Green’s Dictionary of Slang

check out v.1

[SE check out, to sign out of a hotel, office etc]

1. (orig. US) to die; too kill oneself.

[US]Hostetter & Beesley It’s a Racket! 222: check out — Leave hastily; also, die a natural death.
[US]A. Halper Foundry 55: At the sound of a sharp cracking noise you will know that I have finally checked out!
[US]S. Sterling ‘Ten Carats of Lead’ in Black Mask Stories (2010) 220: Guy gets toughened up after twenty years on a beat.

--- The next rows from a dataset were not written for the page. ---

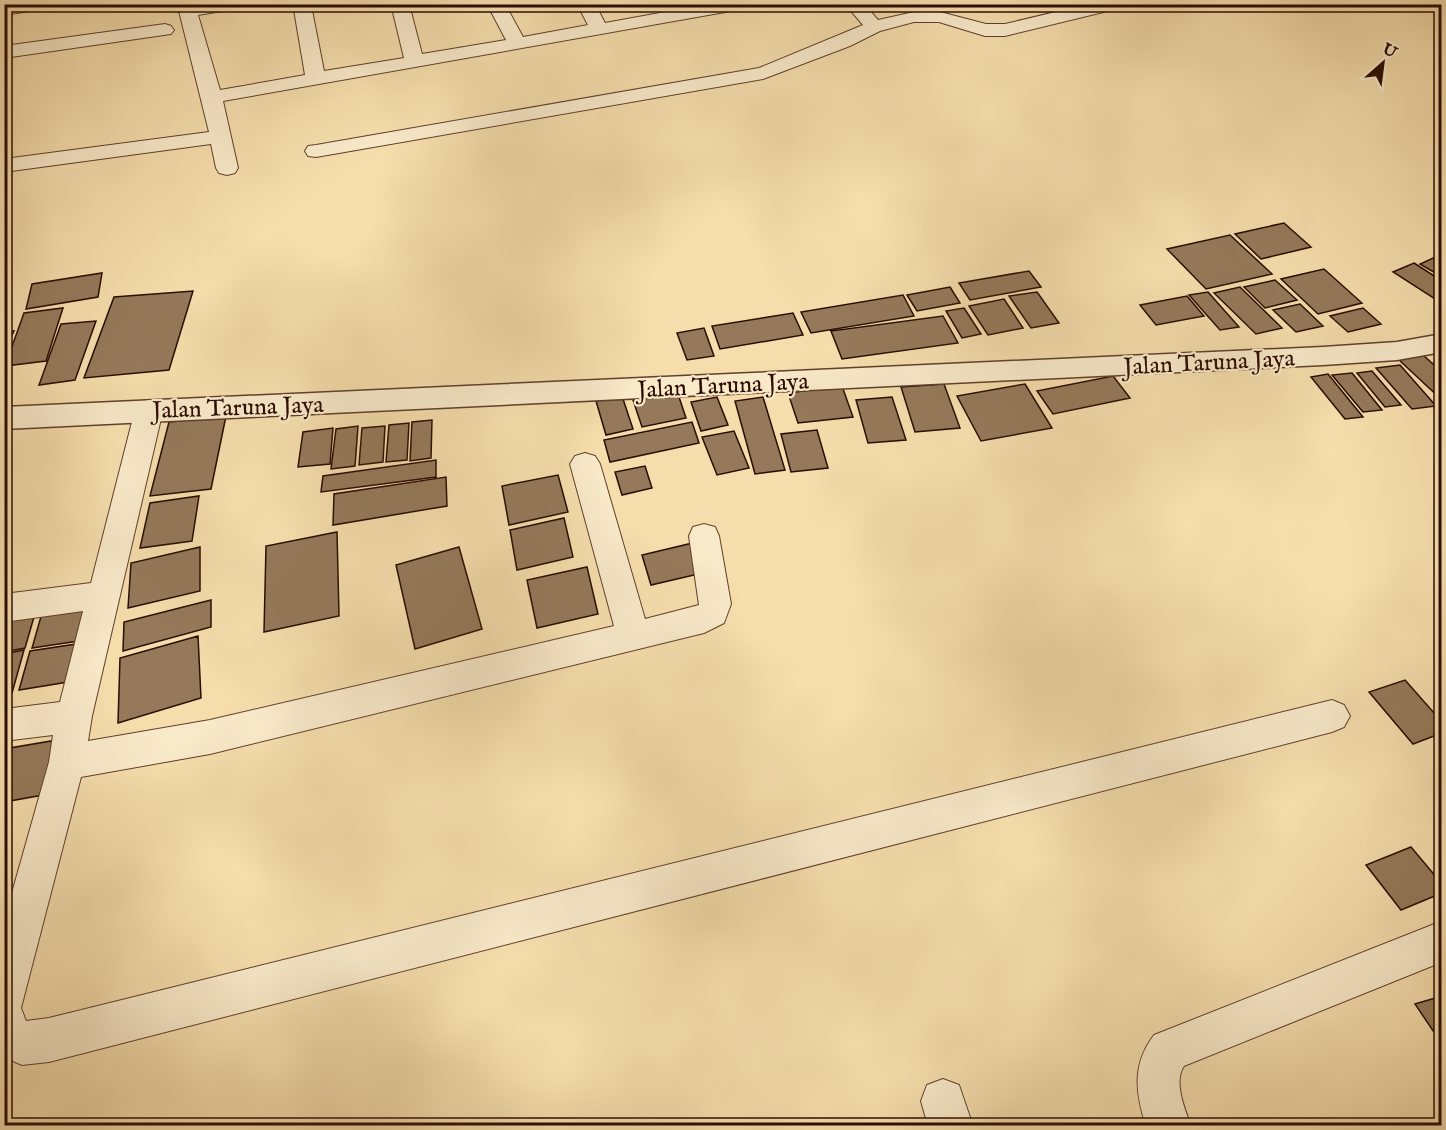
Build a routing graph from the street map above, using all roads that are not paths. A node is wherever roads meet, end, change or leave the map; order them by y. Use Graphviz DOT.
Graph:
graph roads {
  1 [pos="42,4"];
  2 [pos="234,4"];
  3 [pos="400,4"];
  4 [pos="496,4"];
  5 [pos="586,4"];
  6 [pos="742,4"];
  7 [pos="854,4"];
  8 [pos="1114,4"];
  9 [pos="302,5"];
  10 [pos="713,7"];
  11 [pos="4,10"];
  12 [pos="874,27"];
  13 [pos="599,29"];
  14 [pos="165,30"];
  15 [pos="517,44"];
  16 [pos="4,52"];
  17 [pos="812,54"];
  18 [pos="414,62"];
  19 [pos="316,79"];
  20 [pos="212,97"];
  21 [pos="220,137"];
  22 [pos="316,151"];
  23 [pos="341,163"];
  24 [pos="4,166"];
  25 [pos="227,168"];
  26 [pos="1442,343"];
  27 [pos="149,410"];
  28 [pos="4,418"];
  29 [pos="585,464"];
  30 [pos="704,536"];
  31 [pos="104,595"];
  32 [pos="4,608"];
  33 [pos="633,636"];
  34 [pos="74,716"];
  35 [pos="1332,716"];
  36 [pos="4,725"];
  37 [pos="67,762"];
  38 [pos="1442,941"];
  39 [pos="4,998"];
  40 [pos="4,1019"];
  41 [pos="1169,1125"];
  1 -- 11 [label="street"];
  2 -- 20 [label="street"];
  3 -- 18 [label="street"];
  4 -- 15 [label="street"];
  5 -- 13 [label="street"];
  6 -- 10 [label="street"];
  7 -- 12 [label="street"];
  8 -- 12 [label="street"];
  9 -- 19 [label="street"];
  10 -- 13 [label="street"];
  12 -- 17 [label="street"];
  13 -- 15 [label="street"];
  14 -- 16 [label="street"];
  15 -- 18 [label="street"];
  17 -- 22 [label="street"];
  17 -- 23 [label="street"];
  18 -- 19 [label="street"];
  19 -- 20 [label="street"];
  20 -- 21 [label="street"];
  21 -- 24 [label="street"];
  21 -- 25 [label="street"];
  26 -- 27 [label="street, Jalan Taruna Jaya"];
  27 -- 28 [label="street, Jalan Taruna Jaya"];
  27 -- 31 [label="street"];
  29 -- 33 [label="street"];
  30 -- 33 [label="street"];
  31 -- 32 [label="street"];
  31 -- 34 [label="street"];
  33 -- 37 [label="street"];
  34 -- 36 [label="street"];
  34 -- 37 [label="street"];
  35 -- 40 [label="street"];
  37 -- 39 [label="street"];
  38 -- 41 [label="street"];
}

Makes it that much harder to check out.
[US]Mezzrow & Wolfe Really the Blues 16: I landed in the hospital with dysentery and I almost checked out.
[US]Goldin et al. DAUL 42/2: Check out. (P) To leave prison by any means: death, escape, parole, discharge, court order, or transfer to another prison.
[US] ‘Bad Dan’ in D. Wepman et al. Life (1976) 126: Tell them Billy Clapshit just checked out.
[US](con. 1949) J.G. Dunne True Confessions (1979) 105: Second time in six months a guy checked out in this fleabag, he was in the saddle.
[Scot]I. Welsh Trainspotting 37: This was Andy’s third heart attack and now [...] he had finally checked out.
[UK]Indep. Rev. 11 Feb. 10: He checks out permanently by slashing his wrists.
[US]D. Winslow Winter of Frankie Machine (2007) 55: Whether he’s looking at the white light, or whatever, he’s already checked out of this motel.
[US]T. Pluck Bad Boy Boogie [ebook] ‘If he checked out from the guilt, he dug his own grave far as I’m concerned’.

2. (orig. US) to leave.

[US]H.C. Witwer Yes Man’s Land 6: I’m checking out of New York.
[US]J.T. Farrell Gas-House McGinty 68: I want to see places [...] and after I get that back pay, I’m checkin’ out.
[US]R. Chandler Long Good-Bye 59: ‘Terry Lennox shot himself this afternoon. So they say. So they say.’ [...] But there ain’t going to be no trial. On account of Lennox checked out before it could get moving.
[US]H. Ellison Web of the City (1983) 24: Nobody checks out on the gang, y’unnerstand?
[US]M. Rumaker Exit 3 and Other Stories 8: C’mon, soldier, this is where you check out.
[UK]A. Salkey Come Home, Malcolm Heartland 187: I should a check out when I was born, or don’t born there, at all.
[US](con. 1964–8) J. Ellroy Cold Six Thousand 641: She said Pete checked out — ‘Against doctor’s advice’.

3. to kill.

[US]R. Price Blood Brothers 119: If I ever got like that, and I asked you to check me out, would you do me the solid?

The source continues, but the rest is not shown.